Msgr. Jaime Soto criticizes Rep. Loretta Sanchez (D-Garden Grove) for voting against the ban on partial-birth abortions (Letters, Nov. 17).
He seems to forget that abortion rights forces don't consider her a reliable ally. Her faith is Catholic, and the citizens who elected her to Congress are generally pro-life. She supports a medical exception to protect the life of the mother. This can hardly be called voting with her party rather than representing her district on this fundamental issue of life.
Pastor Stephen Mather says late-term abortion is a difficult ethical issue (Letters, Nov. 23). He seems to forget that protecting unborn life involves serious moral questions even during the earliest months. He uses words that will comfort the abortion doctors and clinic owners and their accountants. He commends Sanchez for taking a courageous stand. But she can hardly be pleased when he fails to call the woman expecting new life a mother, and calls the woman's unborn baby a pregnancy.
It seems clear that Sanchez, Soto and Mather agree that God forbids needless killing of unborn children. They probably also agree that no divine law commands us to send people to jail for abortion.
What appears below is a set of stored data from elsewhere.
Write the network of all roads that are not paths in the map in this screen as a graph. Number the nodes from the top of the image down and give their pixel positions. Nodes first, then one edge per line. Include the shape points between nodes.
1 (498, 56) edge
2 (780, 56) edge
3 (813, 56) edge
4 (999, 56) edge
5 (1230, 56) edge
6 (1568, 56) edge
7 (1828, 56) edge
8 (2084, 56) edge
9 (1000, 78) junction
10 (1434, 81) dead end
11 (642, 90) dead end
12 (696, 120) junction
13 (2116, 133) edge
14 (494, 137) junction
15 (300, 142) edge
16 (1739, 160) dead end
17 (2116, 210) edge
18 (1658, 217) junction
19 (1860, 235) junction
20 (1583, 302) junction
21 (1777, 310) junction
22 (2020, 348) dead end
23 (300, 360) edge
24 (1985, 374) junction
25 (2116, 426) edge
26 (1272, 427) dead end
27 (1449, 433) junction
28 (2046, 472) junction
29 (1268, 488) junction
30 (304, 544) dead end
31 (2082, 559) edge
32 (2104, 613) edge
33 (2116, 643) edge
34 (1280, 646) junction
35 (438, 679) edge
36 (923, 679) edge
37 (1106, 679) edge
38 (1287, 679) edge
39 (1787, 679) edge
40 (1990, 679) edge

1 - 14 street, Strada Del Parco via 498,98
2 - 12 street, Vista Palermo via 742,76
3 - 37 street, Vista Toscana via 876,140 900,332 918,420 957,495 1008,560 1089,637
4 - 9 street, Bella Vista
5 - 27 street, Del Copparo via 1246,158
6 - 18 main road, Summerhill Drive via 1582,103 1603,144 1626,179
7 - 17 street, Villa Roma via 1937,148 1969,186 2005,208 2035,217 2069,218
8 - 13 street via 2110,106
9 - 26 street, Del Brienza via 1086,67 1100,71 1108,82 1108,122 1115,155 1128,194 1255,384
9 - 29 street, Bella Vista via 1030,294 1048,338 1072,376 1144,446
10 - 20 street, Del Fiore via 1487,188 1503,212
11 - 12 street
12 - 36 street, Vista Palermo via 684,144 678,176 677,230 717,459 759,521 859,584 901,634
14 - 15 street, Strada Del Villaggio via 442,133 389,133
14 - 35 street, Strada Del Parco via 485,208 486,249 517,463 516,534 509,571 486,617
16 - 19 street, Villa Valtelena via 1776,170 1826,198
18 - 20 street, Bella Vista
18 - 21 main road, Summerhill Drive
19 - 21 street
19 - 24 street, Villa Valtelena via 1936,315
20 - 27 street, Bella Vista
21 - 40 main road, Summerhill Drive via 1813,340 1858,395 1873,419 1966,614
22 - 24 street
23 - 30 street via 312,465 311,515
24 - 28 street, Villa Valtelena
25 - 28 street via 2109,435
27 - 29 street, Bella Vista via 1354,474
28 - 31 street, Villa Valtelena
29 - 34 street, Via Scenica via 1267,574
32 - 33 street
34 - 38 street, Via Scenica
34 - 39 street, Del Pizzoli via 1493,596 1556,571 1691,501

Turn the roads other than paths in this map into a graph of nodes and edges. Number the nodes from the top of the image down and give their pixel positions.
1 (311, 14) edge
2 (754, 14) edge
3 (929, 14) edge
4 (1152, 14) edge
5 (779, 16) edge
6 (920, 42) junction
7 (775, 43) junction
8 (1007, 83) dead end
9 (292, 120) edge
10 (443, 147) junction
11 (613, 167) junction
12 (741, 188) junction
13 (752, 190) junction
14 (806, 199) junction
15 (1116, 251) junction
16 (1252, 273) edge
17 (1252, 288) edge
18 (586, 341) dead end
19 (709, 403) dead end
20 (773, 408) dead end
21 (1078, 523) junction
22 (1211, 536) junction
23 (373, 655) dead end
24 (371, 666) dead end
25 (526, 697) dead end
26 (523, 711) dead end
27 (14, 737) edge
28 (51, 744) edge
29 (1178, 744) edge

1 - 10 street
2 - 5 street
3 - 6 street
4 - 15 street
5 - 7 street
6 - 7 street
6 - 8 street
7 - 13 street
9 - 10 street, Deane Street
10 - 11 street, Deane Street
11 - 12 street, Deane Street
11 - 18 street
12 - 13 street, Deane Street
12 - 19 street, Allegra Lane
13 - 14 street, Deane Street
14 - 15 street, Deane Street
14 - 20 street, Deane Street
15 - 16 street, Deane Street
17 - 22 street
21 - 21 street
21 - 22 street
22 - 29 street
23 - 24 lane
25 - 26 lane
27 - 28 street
Mather includes the woman, the doctor and God in his analysis of the debate about when life begins. Soto opposes the death penalty and promotes wider access to the political process, as part of his total respect for the dignity of life. Sanchez encourages us to see controversial topics from the other person's point of view.
As a voter in the 46th Congressional District, I find this dialogue refreshing. Sanchez inspires civilized, rational discussion of pro-life issues. It's a welcome change after 18 years of hate-driven rhetoric from her opponent, Bob Dornan.